• _Instructions to follow_:
Go through the records and filter out every line lacking the word "lane"; copy the lines that remain.

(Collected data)
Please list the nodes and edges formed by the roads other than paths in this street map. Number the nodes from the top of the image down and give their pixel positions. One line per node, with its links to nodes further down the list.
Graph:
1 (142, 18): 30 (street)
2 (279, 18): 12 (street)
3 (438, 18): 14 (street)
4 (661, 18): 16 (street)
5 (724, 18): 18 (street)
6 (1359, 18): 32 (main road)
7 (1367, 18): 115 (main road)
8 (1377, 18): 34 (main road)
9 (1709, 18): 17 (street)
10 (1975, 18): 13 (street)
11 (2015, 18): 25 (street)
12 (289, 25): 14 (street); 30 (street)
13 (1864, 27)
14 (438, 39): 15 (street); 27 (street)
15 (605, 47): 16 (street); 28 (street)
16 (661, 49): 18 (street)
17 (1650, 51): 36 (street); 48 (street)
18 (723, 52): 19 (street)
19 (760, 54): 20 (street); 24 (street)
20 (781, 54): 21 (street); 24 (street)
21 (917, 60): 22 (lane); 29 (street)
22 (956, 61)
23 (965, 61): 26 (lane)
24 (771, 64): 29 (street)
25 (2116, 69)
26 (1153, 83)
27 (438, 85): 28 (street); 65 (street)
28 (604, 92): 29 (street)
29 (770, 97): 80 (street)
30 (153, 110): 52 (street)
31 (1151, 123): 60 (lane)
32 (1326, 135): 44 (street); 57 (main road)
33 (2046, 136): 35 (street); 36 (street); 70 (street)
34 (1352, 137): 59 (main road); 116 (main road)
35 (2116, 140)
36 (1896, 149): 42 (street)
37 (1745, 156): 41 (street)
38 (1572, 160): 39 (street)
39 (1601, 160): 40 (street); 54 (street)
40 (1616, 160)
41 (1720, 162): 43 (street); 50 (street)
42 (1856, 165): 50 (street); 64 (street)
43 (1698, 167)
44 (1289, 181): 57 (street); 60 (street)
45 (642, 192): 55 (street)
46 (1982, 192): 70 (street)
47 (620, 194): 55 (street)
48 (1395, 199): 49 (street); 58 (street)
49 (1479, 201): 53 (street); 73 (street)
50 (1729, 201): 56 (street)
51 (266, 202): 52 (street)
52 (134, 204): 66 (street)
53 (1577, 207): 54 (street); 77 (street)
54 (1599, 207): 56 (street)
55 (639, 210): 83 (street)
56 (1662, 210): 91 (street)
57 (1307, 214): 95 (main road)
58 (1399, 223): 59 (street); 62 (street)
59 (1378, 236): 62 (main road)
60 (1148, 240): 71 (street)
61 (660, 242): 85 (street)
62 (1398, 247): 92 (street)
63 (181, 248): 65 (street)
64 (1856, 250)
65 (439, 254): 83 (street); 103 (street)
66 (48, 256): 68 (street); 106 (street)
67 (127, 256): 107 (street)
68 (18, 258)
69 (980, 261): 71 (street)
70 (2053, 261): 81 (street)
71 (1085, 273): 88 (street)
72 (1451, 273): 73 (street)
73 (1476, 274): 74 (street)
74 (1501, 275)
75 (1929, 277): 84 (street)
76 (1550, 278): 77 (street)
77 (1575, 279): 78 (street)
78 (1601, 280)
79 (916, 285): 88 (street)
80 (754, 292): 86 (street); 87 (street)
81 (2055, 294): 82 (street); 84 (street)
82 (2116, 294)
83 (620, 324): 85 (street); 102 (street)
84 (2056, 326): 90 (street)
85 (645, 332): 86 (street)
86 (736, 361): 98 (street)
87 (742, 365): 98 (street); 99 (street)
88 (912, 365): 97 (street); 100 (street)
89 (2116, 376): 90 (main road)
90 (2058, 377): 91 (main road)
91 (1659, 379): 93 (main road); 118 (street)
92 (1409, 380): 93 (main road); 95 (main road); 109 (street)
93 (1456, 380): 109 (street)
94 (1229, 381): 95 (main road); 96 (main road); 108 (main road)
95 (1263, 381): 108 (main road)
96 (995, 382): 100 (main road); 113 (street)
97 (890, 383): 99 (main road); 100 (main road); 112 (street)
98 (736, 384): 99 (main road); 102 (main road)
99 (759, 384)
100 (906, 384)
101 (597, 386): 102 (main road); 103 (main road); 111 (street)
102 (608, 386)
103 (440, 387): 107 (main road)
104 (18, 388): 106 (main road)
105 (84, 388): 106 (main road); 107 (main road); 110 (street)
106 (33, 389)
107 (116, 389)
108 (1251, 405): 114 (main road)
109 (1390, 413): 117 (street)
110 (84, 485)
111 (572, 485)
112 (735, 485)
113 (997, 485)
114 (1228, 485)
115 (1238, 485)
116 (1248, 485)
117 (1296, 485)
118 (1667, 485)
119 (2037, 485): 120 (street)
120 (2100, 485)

• _Solution for this exercise_:
21 (917, 60): 22 (lane); 29 (street)
23 (965, 61): 26 (lane)
31 (1151, 123): 60 (lane)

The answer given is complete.